Figure 3. MiR-125 regulates CD4 differentiation marker in T-ALL cells through targeting A20.

A. 1×10⁶ Jurkat-vector and Jurkat-A20 stable cell lines were incubated with CD4 and CD8 for 45min, washed, and then the cells were analyzed by flow cytometry. Jurkat-vector and Jurkat-A20 stable cell lines were collected. Cell lysates were prepared for Western blotting with an antibody against A20, and β-actin was used as a loading control. B. Jurkat cells were transfected with scrambled siRNA or A20 siRNAs. Forty-eight hrs after transfection, Cells were harvested and used for extracting RNA. qRT-PCR was performed to validate the expression of CD4 in Jurkat with depletion of A20 by siRNA. GAPDH was used as an internal control and for normalization of the data.
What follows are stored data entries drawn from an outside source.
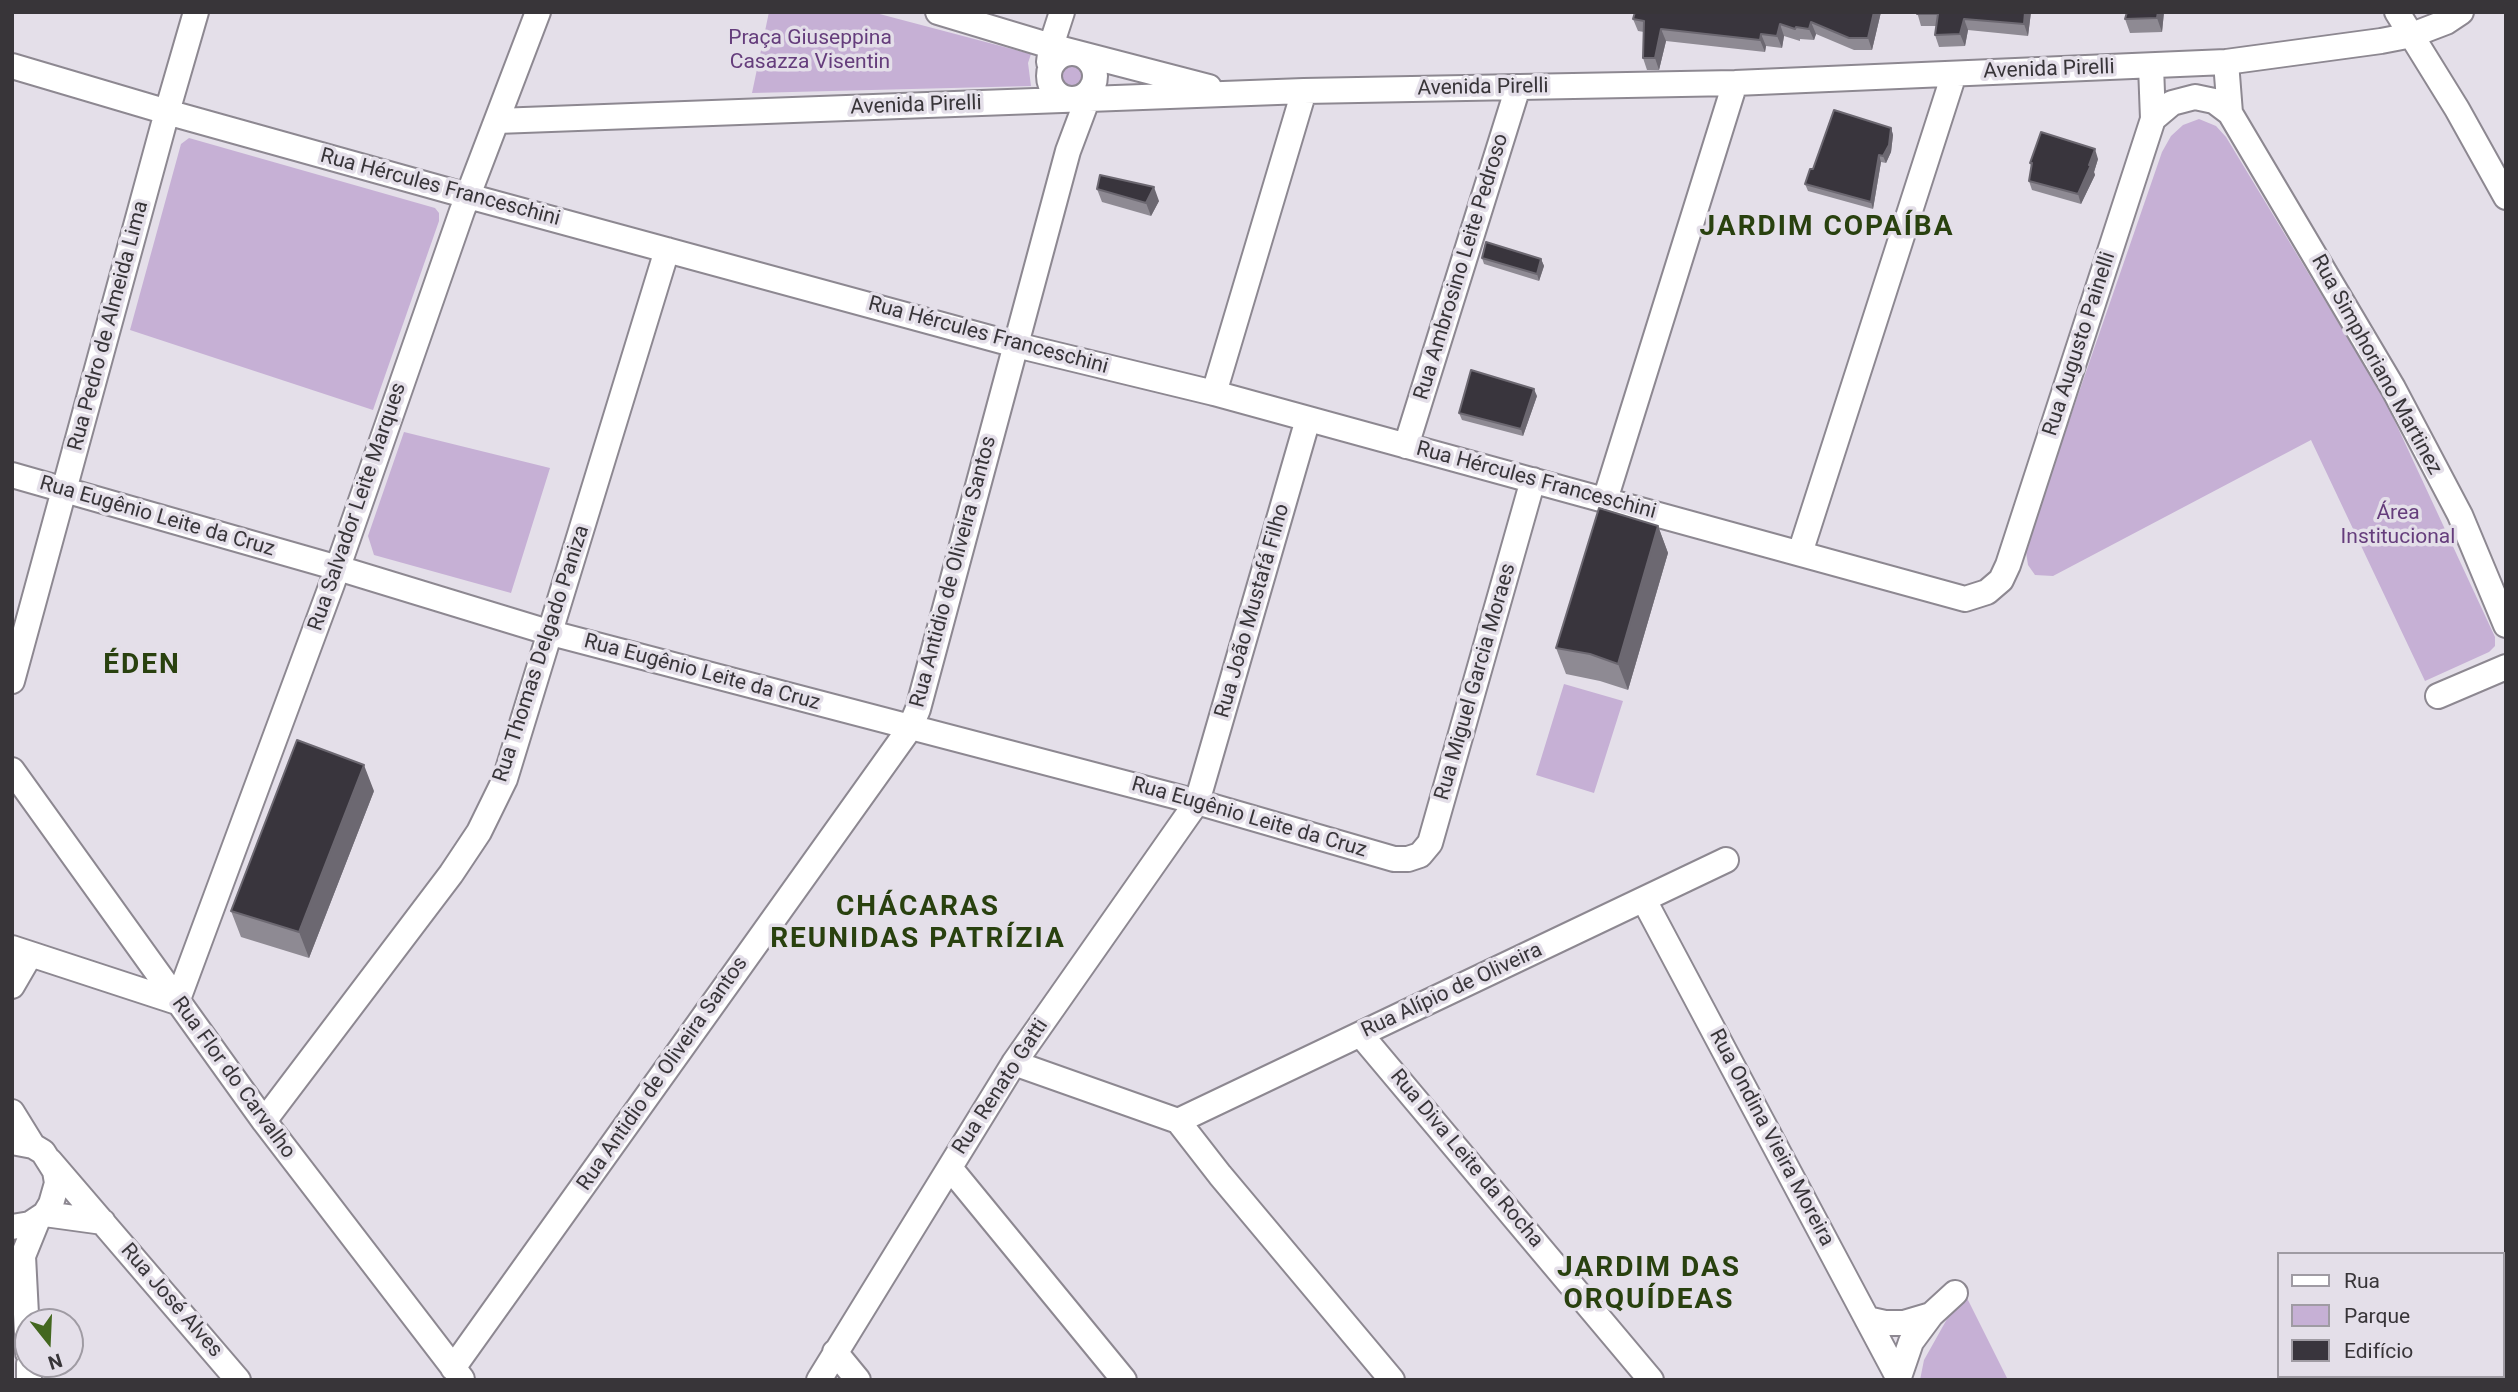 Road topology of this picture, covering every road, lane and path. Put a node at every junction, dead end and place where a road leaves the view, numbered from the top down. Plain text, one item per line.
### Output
1 (197, 12) edge
2 (538, 12) edge
3 (938, 12) edge
4 (1062, 12) edge
5 (2397, 12) edge
6 (2461, 12) edge
7 (2412, 35) junction
8 (1051, 46) junction
9 (1077, 53) junction
10 (2226, 62) junction
11 (12, 66) edge
12 (2151, 66) junction
13 (1954, 74) junction
14 (1735, 83) junction
15 (1518, 87) junction
16 (1068, 90) junction
17 (1304, 90) junction
18 (1237, 94) junction
19 (167, 112) junction
20 (2230, 113) junction
21 (2153, 119) junction
22 (497, 121) junction
23 (1068, 151) junction
24 (468, 196) junction
25 (2506, 197) edge
26 (667, 250) junction
27 (1016, 345) junction
28 (1214, 393) junction
29 (1308, 419) junction
30 (1406, 446) junction
31 (12, 475) edge
32 (1533, 480) junction
33 (65, 490) junction
34 (1605, 500) junction
35 (1800, 553) junction
36 (338, 568) junction
37 (1965, 599) joint
38 (2506, 625) edge
39 (551, 633) junction
40 (2506, 667) edge
41 (12, 681) edge
42 (2438, 696) dead end
43 (910, 728) junction
44 (12, 770) edge
45 (1197, 802) junction
46 (1394, 859) joint
47 (1726, 860) dead end
48 (1644, 900) junction
49 (21, 952) edge
50 (12, 986) edge
51 (177, 1002) junction
52 (1361, 1035) junction
53 (1014, 1063) junction
54 (12, 1112) edge
55 (264, 1121) junction
56 (1178, 1121) junction
57 (32, 1150) edge
58 (950, 1168) junction
59 (41, 1217) junction
60 (103, 1222) junction
61 (12, 1227) edge
62 (17, 1248) edge
63 (1955, 1293) dead end
64 (23, 1308) edge
65 (1931, 1315) junction
66 (1867, 1320) junction
67 (835, 1352) junction
68 (458, 1374) edge
69 (1898, 1378) edge
70 (238, 1380) edge
71 (818, 1380) edge
72 (859, 1380) edge
73 (1124, 1380) edge
74 (1391, 1380) edge
75 (1651, 1380) edge

1 - 19 street, Rua Pedro de Almeida Lima
2 - 22 street, Rua Salvador Leite Marques
3 - 8 street
4 - 8 street
5 - 7 street
6 - 7 street, Avenida Pirelli
7 - 10 street, Avenida Pirelli
7 - 25 street
8 - 9 street
8 - 16 street
9 - 16 street
9 - 16 street
9 - 18 street
10 - 12 street, Avenida Pirelli
10 - 20 street, Rua Simphoriano Martinez
11 - 19 street, Rua Hércules Franceschini
12 - 13 street, Avenida Pirelli
12 - 21 street, Rua Augusto Painelli
13 - 14 street, Avenida Pirelli
13 - 35 street
14 - 15 street, Avenida Pirelli
14 - 34 street
15 - 17 street, Avenida Pirelli
15 - 30 street, Rua Ambrosino Leite Pedroso
16 - 18 street, Avenida Pirelli
16 - 22 street, Avenida Pirelli
16 - 23 street
16 - 23 street, Rua Antidio de Oliveira Santos
17 - 18 street, Avenida Pirelli
17 - 28 street
19 - 24 street, Rua Hércules Franceschini
19 - 33 street, Rua Pedro de Almeida Lima
20 - 21 street
20 - 38 street, Rua Simphoriano Martinez
21 - 37 street, Rua Augusto Painelli
22 - 24 street, Rua Salvador Leite Marques
23 - 27 street, Rua Antidio de Oliveira Santos
24 - 26 street, Rua Hércules Franceschini
24 - 36 street, Rua Salvador Leite Marques
26 - 27 street, Rua Hércules Franceschini
26 - 39 street, Rua Thomas Delgado Paniza
27 - 28 street, Rua Hércules Franceschini
27 - 43 street, Rua Antidio de Oliveira Santos
28 - 29 street, Rua Hércules Franceschini
29 - 30 street, Rua Hércules Franceschini
29 - 45 street, Rua João Mustafá Filho
30 - 32 street, Rua Hércules Franceschini
31 - 33 street, Rua Eugênio Leite da Cruz
32 - 34 street, Rua Hércules Franceschini
32 - 46 street, Rua Miguel Garcia Moraes
33 - 36 street, Rua Eugênio Leite da Cruz
33 - 41 street, Rua Pedro de Almeida Lima
34 - 35 street, Rua Hércules Franceschini
35 - 37 street, Rua Hércules Franceschini
36 - 39 street, Rua Eugênio Leite da Cruz
36 - 51 street, Rua Salvador Leite Marques
39 - 43 street, Rua Eugênio Leite da Cruz
39 - 55 street, Rua Thomas Delgado Paniza
40 - 42 street
43 - 45 street, Rua Eugênio Leite da Cruz
43 - 68 street, Rua Antidio de Oliveira Santos
44 - 51 street, Rua Flor do Carvalho
45 - 46 street, Rua Eugênio Leite da Cruz
45 - 53 street, Rua Renato Gatti
47 - 48 street, Rua Alípio de Oliveira
48 - 52 street, Rua Alípio de Oliveira
48 - 66 street, Rua Ondina Vieira Moreira
49 - 50 street
49 - 51 street
51 - 55 street, Rua Flor do Carvalho
52 - 56 street, Rua Alípio de Oliveira
52 - 75 street, Rua Diva Leite da Rocha
53 - 56 street
53 - 58 street, Rua Renato Gatti
54 - 57 street
55 - 68 street, Rua Flor do Carvalho
56 - 74 street
57 - 59 street
57 - 60 street, Rua José Alves
58 - 67 street, Rua Renato Gatti
58 - 73 street
59 - 60 street
59 - 61 street
59 - 62 street
60 - 70 street, Rua José Alves
62 - 64 street
63 - 65 street
65 - 66 street
65 - 69 street
66 - 69 street, Rua Ondina Vieira Moreira
67 - 71 street, Rua Renato Gatti
67 - 72 street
Columns represent the mean of three independent experiments; bars represent SE. ***, p<0.001. C and D. 1×10⁶ Jurkat-vector and Jurkat-miR-125b, Jurkat-miR-125b transfected with A20, T2 vector, T2-miR-125b, T2-miR-125b transfected with A20 cell lines were incubated with CD4 and CD8 antibodies for 45min, washed, and then the cells were analyzed by flow cytometry. bars represent SE. **, p<0.01.